Il perçoit des sensations mais il ne sait pas les placer sur l’échelle du goût commun. Il peut dire « J’aime » ou « J’aime pas », voire « J’aime pas beaucoup » après avoir vu un film ou une série, après avoir entendu un morceau de musique, après avoir lu un article ou un livre mais il n’est pas sûr de lui. C’est l’histoire de sa vie. Arnaud se considère comme un homme culturellement sans goût. Il ne sait pas porter un jugement sans devoir se référer à l’avis de quelqu’un autre qui puisse lui montrer le chemin ou lui dire ce qu’il doit penser. Et il ne voudrait surtout pas déplaire en dévoilant une opinion qui pourrait être révélatrice de son degré d’inculture. Or il n’est pas inculte, il est simplement dysgueusique. 


On pourrait lui dire que cela n’a pas d’importance, que ce qui compte dans la vie c’est le plaisir que l’on ressent et non le plaisir que les autres ressentent à votre place. Certes. Mais Arnaud aime partager. Il aime plaire. Il aime séduire. Il aime faire le beau ou l’intéressant. Il se méfie au point de ne pas exprimer son avis spontanément : il attend d’entendre ce que les autres pensent car il ne veut pas passer pour un imbécile. Est-ce à dire que s’il fréquente untel qui lui dit que la façon de chanter de Juliette Gréco est maniérée, il approuvera et que s’il fréquente une telle qui lui dit que Juliette Gréco chante parfois faux, il approuvera également ? En fait, pour le coup, il n’a pas de jugement du tout sur cette artiste, elle l’indiffère. Un de ses amis : « Dire que Juliette Gréco indiffère est un violent jugement de valeur… » Arnaud est content : il ne serait pas si dysgueusique que cela…

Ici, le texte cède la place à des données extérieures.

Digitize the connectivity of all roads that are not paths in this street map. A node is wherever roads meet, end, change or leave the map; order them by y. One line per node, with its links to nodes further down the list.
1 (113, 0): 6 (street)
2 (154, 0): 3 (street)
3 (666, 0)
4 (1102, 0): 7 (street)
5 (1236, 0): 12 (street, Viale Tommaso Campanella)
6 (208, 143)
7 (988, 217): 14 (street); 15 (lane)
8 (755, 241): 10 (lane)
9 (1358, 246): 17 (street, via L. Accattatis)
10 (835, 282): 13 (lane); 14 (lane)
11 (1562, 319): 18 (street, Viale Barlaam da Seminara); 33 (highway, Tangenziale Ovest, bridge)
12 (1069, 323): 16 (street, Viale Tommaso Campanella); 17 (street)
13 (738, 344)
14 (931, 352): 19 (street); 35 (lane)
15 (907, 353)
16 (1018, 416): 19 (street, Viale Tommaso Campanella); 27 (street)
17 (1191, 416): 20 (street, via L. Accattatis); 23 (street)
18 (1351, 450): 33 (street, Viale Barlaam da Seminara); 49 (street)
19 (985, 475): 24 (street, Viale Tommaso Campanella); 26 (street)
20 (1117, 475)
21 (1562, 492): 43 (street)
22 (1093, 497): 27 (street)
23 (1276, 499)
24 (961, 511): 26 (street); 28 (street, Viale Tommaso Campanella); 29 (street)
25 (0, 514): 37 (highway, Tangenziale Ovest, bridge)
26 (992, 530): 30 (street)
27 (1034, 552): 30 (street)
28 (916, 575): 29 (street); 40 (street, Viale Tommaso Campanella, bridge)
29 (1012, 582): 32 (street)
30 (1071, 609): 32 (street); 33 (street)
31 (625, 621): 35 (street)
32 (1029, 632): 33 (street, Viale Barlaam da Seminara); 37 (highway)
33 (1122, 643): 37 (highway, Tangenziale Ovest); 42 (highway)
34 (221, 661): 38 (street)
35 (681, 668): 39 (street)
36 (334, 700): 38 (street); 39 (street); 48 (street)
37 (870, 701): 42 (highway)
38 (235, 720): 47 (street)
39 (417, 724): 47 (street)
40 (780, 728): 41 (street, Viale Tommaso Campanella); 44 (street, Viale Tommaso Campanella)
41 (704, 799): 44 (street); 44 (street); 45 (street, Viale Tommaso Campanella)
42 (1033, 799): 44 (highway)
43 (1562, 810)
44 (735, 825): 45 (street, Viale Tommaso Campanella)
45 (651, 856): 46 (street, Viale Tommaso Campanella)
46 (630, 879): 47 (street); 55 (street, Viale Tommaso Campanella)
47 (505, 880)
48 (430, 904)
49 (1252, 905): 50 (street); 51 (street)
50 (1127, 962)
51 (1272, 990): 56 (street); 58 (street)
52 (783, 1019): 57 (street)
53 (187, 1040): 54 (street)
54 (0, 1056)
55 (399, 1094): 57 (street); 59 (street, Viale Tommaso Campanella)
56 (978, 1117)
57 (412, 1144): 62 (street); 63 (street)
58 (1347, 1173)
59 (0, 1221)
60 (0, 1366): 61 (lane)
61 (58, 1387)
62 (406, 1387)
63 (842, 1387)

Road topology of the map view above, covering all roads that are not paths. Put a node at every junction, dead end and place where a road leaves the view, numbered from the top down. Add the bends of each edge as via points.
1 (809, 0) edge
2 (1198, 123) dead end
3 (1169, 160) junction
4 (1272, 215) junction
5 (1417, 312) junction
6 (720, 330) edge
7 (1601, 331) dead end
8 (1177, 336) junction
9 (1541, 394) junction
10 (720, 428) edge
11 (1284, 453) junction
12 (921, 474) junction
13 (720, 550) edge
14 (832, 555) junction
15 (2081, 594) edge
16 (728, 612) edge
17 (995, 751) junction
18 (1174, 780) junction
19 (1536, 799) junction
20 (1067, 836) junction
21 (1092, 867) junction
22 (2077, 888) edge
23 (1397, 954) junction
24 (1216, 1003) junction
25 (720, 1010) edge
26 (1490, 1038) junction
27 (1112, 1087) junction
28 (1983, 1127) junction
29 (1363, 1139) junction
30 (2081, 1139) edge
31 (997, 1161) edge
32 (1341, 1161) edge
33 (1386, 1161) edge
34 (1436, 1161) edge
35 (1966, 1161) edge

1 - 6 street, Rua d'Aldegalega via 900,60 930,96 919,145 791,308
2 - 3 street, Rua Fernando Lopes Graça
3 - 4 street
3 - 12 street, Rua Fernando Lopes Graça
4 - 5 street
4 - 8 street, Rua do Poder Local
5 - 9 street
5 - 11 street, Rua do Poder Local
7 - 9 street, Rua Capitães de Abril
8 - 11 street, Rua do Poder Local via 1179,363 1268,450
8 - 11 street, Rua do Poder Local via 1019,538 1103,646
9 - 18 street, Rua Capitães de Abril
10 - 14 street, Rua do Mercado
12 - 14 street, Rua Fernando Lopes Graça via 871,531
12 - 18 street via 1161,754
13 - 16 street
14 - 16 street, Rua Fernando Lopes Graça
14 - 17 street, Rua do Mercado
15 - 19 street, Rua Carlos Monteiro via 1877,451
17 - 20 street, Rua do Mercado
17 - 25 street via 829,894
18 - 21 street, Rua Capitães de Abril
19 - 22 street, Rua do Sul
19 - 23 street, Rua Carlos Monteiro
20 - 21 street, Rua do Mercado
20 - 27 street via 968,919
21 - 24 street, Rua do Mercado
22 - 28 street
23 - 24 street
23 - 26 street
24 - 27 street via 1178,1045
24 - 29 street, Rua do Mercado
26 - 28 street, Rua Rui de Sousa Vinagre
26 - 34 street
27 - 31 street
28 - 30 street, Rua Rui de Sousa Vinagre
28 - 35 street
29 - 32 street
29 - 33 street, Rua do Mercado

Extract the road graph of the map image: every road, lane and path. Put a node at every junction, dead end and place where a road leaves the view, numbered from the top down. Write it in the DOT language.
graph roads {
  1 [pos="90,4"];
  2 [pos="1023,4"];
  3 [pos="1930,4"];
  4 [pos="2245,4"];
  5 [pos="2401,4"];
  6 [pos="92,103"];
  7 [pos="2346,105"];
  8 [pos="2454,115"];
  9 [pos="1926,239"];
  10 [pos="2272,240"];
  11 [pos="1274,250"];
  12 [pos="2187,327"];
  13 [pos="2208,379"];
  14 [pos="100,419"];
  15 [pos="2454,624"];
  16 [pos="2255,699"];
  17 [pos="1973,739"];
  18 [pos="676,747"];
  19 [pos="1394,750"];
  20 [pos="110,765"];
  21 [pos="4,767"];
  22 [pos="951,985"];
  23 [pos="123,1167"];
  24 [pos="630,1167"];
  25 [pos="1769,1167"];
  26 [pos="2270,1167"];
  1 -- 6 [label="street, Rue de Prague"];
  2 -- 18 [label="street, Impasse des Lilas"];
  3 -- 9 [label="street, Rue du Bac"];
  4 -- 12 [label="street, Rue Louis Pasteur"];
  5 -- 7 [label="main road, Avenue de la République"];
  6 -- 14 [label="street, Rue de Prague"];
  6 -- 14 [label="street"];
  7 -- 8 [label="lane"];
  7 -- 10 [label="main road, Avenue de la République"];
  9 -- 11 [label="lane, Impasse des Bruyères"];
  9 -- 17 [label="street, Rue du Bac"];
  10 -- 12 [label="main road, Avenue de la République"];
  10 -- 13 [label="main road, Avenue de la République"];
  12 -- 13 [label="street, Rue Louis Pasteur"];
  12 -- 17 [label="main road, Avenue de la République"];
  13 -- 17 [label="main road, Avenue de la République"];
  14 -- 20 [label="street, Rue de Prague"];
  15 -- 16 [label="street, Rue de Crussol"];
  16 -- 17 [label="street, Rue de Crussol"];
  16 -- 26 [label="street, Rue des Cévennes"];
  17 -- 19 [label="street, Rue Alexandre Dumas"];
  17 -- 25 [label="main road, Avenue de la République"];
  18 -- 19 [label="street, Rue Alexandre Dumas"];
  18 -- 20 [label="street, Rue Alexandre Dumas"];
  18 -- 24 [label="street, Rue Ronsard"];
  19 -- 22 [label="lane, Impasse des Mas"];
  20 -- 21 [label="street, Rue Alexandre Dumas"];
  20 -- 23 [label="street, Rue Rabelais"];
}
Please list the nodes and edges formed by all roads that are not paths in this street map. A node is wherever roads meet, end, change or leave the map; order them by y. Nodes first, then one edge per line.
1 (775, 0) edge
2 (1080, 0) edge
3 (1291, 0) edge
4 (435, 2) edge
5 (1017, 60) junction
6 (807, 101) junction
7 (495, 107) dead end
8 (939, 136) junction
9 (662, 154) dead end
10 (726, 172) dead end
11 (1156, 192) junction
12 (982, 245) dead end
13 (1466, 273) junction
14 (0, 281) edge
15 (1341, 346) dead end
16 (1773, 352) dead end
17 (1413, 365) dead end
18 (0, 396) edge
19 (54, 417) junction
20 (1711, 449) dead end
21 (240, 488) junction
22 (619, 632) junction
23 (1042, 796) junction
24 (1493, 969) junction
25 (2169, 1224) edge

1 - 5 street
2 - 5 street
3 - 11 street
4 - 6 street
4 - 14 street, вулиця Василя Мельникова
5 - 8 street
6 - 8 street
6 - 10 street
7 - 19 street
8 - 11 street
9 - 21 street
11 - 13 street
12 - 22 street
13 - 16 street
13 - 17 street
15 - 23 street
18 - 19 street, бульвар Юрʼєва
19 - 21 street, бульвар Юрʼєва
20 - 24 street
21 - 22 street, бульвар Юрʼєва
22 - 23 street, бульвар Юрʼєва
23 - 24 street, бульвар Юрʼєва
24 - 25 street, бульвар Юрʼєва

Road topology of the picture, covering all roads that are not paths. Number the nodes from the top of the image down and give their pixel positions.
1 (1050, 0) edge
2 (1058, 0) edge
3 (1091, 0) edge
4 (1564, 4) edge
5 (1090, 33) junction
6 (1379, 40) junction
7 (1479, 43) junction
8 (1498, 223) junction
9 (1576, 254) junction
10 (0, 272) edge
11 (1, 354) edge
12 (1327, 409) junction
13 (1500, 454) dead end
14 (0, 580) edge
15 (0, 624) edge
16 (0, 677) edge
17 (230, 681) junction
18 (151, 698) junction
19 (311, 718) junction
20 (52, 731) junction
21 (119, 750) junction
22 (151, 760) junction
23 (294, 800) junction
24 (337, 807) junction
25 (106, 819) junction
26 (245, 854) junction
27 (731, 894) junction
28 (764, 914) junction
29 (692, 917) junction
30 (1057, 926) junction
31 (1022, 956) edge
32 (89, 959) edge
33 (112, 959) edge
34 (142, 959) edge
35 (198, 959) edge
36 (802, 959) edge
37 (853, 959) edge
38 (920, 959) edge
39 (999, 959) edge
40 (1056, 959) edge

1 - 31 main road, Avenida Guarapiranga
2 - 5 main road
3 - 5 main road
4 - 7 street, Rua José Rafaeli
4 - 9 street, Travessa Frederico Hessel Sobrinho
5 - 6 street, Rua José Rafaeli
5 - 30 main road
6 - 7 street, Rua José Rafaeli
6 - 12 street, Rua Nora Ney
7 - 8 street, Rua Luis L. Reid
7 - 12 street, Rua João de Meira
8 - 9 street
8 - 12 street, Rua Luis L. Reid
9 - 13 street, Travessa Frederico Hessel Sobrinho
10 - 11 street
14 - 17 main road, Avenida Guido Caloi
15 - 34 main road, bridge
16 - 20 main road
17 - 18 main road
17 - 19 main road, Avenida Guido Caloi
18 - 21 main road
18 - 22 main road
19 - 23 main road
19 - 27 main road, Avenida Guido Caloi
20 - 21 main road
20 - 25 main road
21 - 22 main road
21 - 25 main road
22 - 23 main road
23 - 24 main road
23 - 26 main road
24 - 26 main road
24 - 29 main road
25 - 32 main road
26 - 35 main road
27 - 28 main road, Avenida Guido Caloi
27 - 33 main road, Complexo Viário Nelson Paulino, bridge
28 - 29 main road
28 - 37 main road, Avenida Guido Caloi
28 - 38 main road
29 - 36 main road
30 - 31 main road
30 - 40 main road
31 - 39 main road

Ce qui gêne le plus Arnaud : il lui semble que les personnes cultivées qu’il fréquente ici ou là savent toujours quel bonjugement donner sur tel nouveau livre, tel nouveau film, telle nouvelle musique. Quel que soit le domaine. On dirait qu’ils suivent un MOOC ininterrompu qui s’intitulerait « Comment faire bonne figure en société dans les cercles de la vraie pensée ». Il enrage : il est incapable de bien juger et il est incapable de se soumettre à un MOOC. Il n’y a pas de remède à cette dysgueusie : faudrait-il qu’il passe une IRM pour que l’on détecte l’aire de la dysgueusie de jugement artistique ? 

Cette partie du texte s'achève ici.